Ever been in a situation like this before?
You don’t pick up the phone in time and when you call the person back, the first words out of your mouth are “I’m sorry.”
You bring store-bought cupcakes to your friend’s party and you utter “I’m sorry.”
You vent to a good friend about something going on, and you say, “Sorry for rambling.”
Notice the pattern?
You’re apologizing. Way too much. And it’s those apologies that are impeding your divorce recovery.
Uncomfortable Truth #1: We’re raised to be people-pleasers.
We are are natural caregivers. From an early age, you were most likely following your mother around, hoping to help her out, or taking care of your younger siblings. Or, you may have had a parents say to you at one time, “I need you to watch your brother/sister and make sure they don’t get into trouble.”
And what did you do? Well, in order to make your mom “proud” of you, you most likely did everything you could to please her. And that mentality probably stuck with you through adolescence and into young adulthood. You probably worked hard to get good grades to get your parents’ and your teachers’ approval. Because you didn’t want to disappoint them.

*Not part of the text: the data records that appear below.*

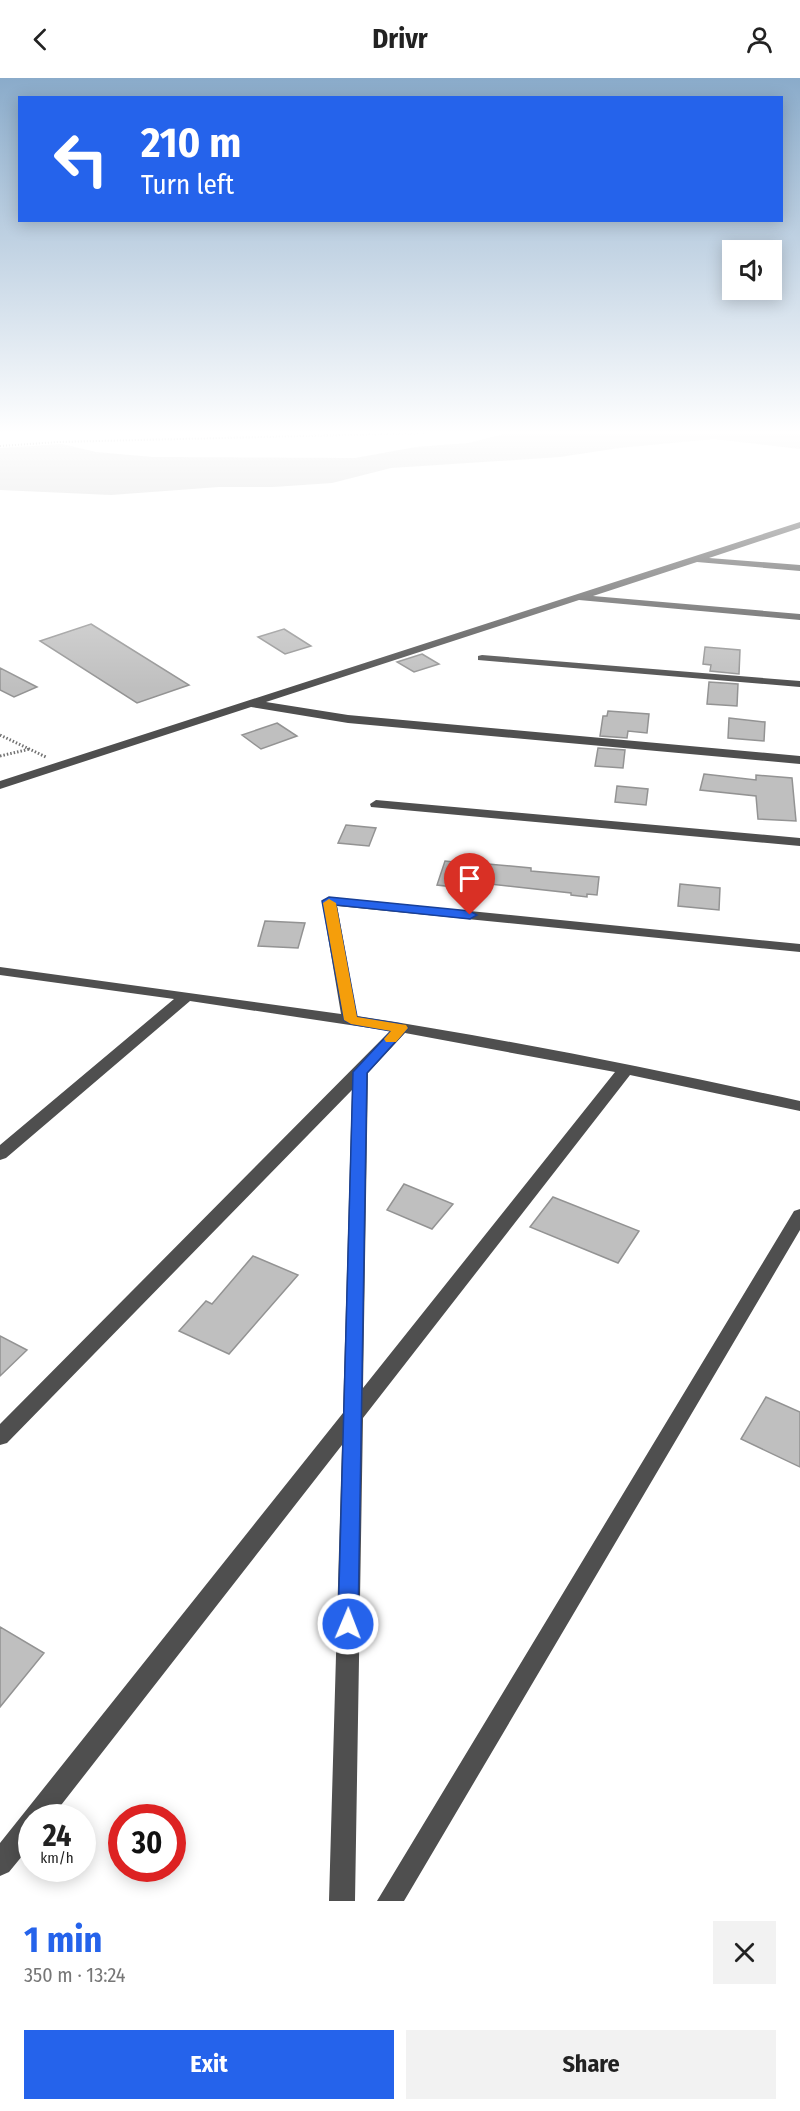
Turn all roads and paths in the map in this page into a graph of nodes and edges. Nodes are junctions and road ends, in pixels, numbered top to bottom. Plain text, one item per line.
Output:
1 (800, 525) edge
2 (695, 559) junction
3 (800, 568) edge
4 (575, 598) junction
5 (800, 617) edge
6 (482, 658) dead end
7 (800, 684) edge
8 (250, 703) junction
9 (0, 735) edge
10 (30, 749) junction
11 (0, 756) edge
12 (800, 760) edge
13 (62, 766) junction
14 (0, 785) edge
15 (376, 804) dead end
16 (800, 842) edge
17 (800, 948) edge
18 (0, 971) edge
19 (186, 997) junction
20 (351, 1020) junction
21 (401, 1028) junction
22 (626, 1069) junction
23 (360, 1072) junction
24 (800, 1106) edge
25 (0, 1154) edge
26 (800, 1215) edge
27 (352, 1416) junction
28 (0, 1437) edge
29 (46, 1804) edge
30 (18, 1840) edge
31 (0, 1863) edge
32 (342, 1901) edge
33 (390, 1901) edge

1 - 2 street
2 - 3 street
2 - 4 street
4 - 5 street
4 - 8 street
6 - 7 street
8 - 12 street
8 - 13 street
9 - 10 path
10 - 11 path
10 - 13 path
13 - 14 street
15 - 16 street
17 - 20 street
18 - 19 street
19 - 20 street
19 - 25 street
20 - 21 street
21 - 22 street
21 - 23 street
22 - 24 street
22 - 27 street
23 - 27 street
23 - 28 street
26 - 33 street
27 - 29 street
27 - 32 street
30 - 31 street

And that mentality probably carried over into adulthood. You most likely worked your ass off to be good partner and good mother because you didn’t want to disappoint anybody. Society, and most likely the people around you sucked into society’s vortex, put unrealistic expectations on you to be a Stepford Wife. You were given a choice to either give up your career to be a stay-at-home mom, never getting paid or recognized for all the work you were doing, or to have a career, where you were still expected to do most of the household and child-rearing work.
And the only way to avoid disappointing others, and to shield yourself from conflict, was to say “I’m sorry.”
Even when it wasn’t your fault. Or didn’t warrant an apology.
Uncomfortable Truth #2: We were never taught to put ourselves first
Can you think of anytime when you were growing up that your mom, or dad, or teacher, or some other adult close to you sat you down, and said, “Your dreams and goals matter just as much as anybody else’s. Let your voice be heard.
Instead, you were probably raised to be obedient and to not make a scene…and to be submissive. Which is why, when we get divorced, we feel this crazy unnecessary guilt.
Oh, what a shame! You two have been married for so long!
Can’t you find a way to work it out? Your retirement will be so much harder now!
Ever find yourself saying “I’m sorry” as a response? To keep the peace?
Well, what about your feelings? And your happiness?
If you’re not sure where to even begin with being happy and not paralyzed by guilt, there’s one thing you must do.
Put yourself first for a change.
Here’s what you need to know.
There are dangers to saying “I’m Sorry.”
Danger 1: Frivolous apologizing = a signal that people can take advantage of you.
The reflexive apology you say sends the signal to that other person that you’re:
- Willing to accept the blame for something you didn’t do
- Sending them an invitation to wrong your or disrespect you again, because they don’t have to be held accountable to their actions.
Danger 2: Constantly apologizing makes it harder to stand up for yourself.
Even when you’re in a benign situation where you think you’re expressing regret, and you’re not saying “sorry” to keep the peace, there’s still an underlying danger.
Danger 3: Apologizing puts somebody else’s pain on you.
A simple “I’m sorry” may make you feel like you’re making a situation better, but what you’re actually doing is taking that person’s pain and shouldering it for them. That’s not helpful for anyone in that situation, and there are other ways to express support than just apologizing.
Alternatives to “I’m sorry.”
These alternative phrases do double duty in the best way possible. First, they convey the empathy and care you may have for another person without shouldering their pain. And second, they reinforce your strength and needs without giving them up in the name of diffusing conflict or placating someone.
If your ex, your current partner, or a friend says they’re angry at something.
Instead of: I’m sorry.
Say: Are you upset at something? Let’s discuss it.
When someone is having a hard time.
Instead of: I’m sorry.
Say: This sucks that you’re going through this hard time. Please know that I’m here if you need anything.
You’re 15 minutes late to a meeting.
Instead of: Sorry I’m so late.
Say Instead: Thanks for your patience.
If there is a miscommunication between you and someone.
Instead of: I’m sorry for bothering you.
Say: There seems to be a communication issue here. What can we do to get this back on track?
If you bump into someone or are trying to get through a crowd.
Instead of: I’m sorry.
Say: Excuse me. I need to get through.
See how that works? You’re acknowledging empathy, but not at the expense of your well-being. Plus, you’re asserting your own needs and internalizing that you matter.
It can be challenging to shake off years of social conditioning. But at the end of the day, remember that you are not responsible for pleasing everybody, especially when it comes at the expense of them disrespecting you and taking advantage of you.
As you recover from divorce, remember that you matter, and that you can express sympathy in ways that are authentic that continue to build you up, not tear you down.